● **Task statement**: No pictures should be carried over. Output all other parts of the entries verbatim.

[Collected data]
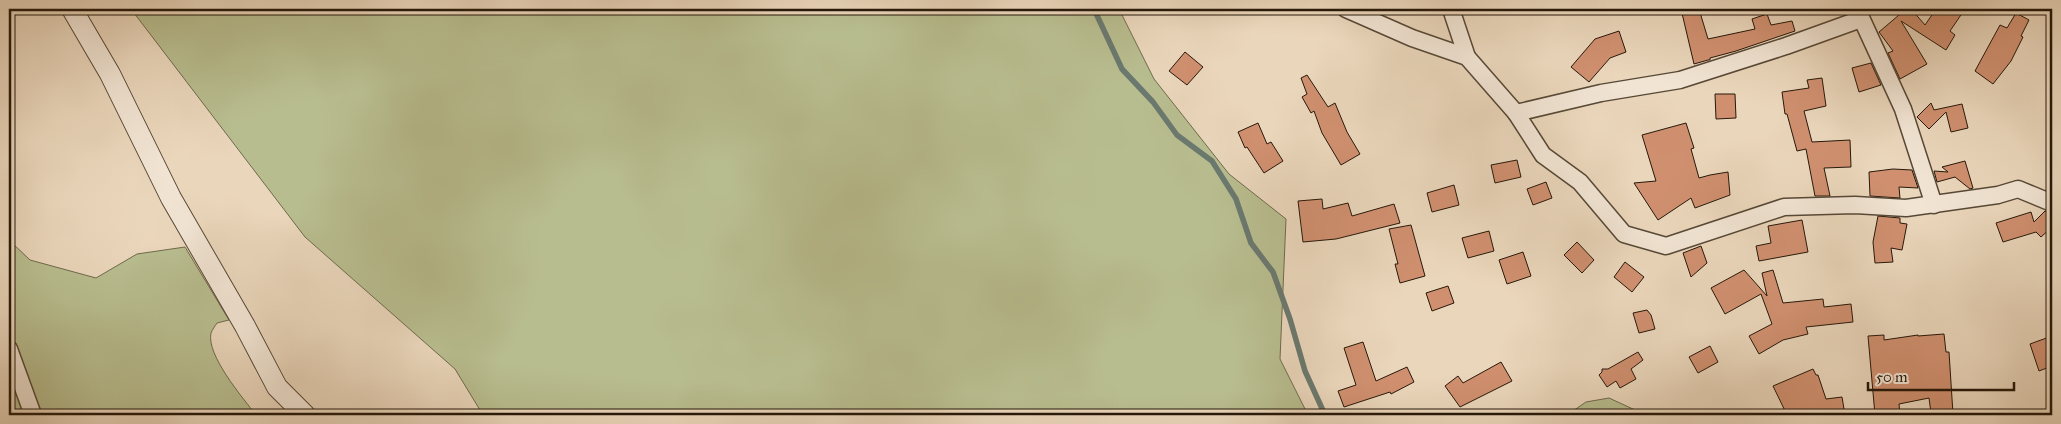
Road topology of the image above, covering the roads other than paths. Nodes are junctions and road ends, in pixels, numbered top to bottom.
1 (72, 9) edge
2 (1346, 9) edge
3 (1451, 9) edge
4 (1859, 14) edge
5 (1467, 57) junction
6 (1516, 113) junction
7 (2052, 203) edge
8 (1934, 205) junction
9 (9, 349) edge
10 (33, 415) edge
11 (305, 415) edge

1 - 11 street
2 - 5 street
3 - 5 street
4 - 6 street
4 - 8 street
5 - 6 street
6 - 8 street
7 - 8 street
9 - 10 street

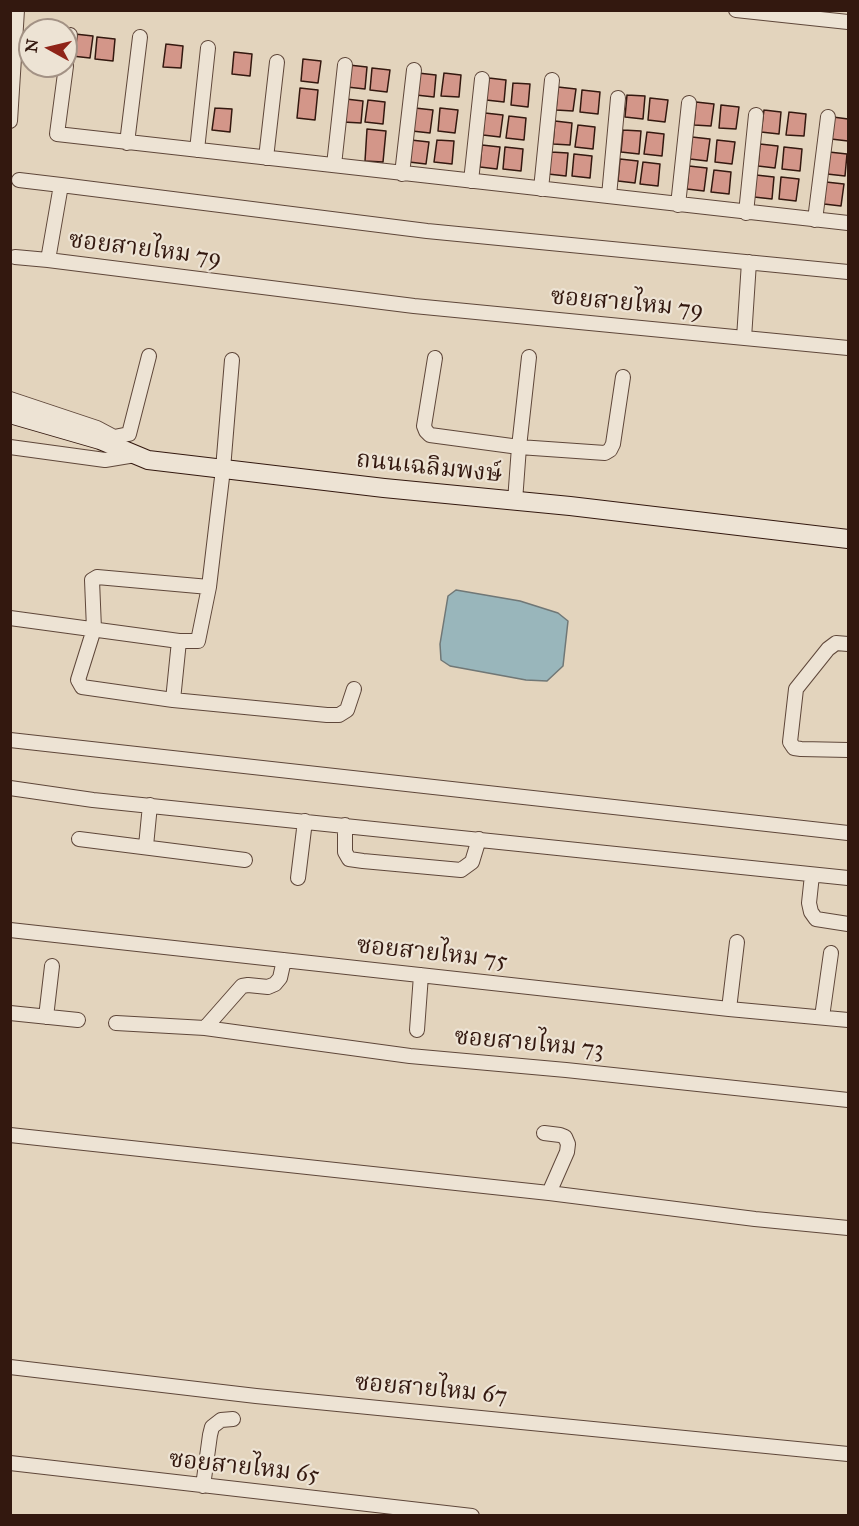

● **Answer section**:
Road topology of the image above, covering the roads other than paths. Nodes are junctions and road ends, in pixels, numbered top to bottom.
1 (72, 9) edge
2 (1346, 9) edge
3 (1451, 9) edge
4 (1859, 14) edge
5 (1467, 57) junction
6 (1516, 113) junction
7 (2052, 203) edge
8 (1934, 205) junction
9 (9, 349) edge
10 (33, 415) edge
11 (305, 415) edge

1 - 11 street
2 - 5 street
3 - 5 street
4 - 6 street
4 - 8 street
5 - 6 street
6 - 8 street
7 - 8 street
9 - 10 street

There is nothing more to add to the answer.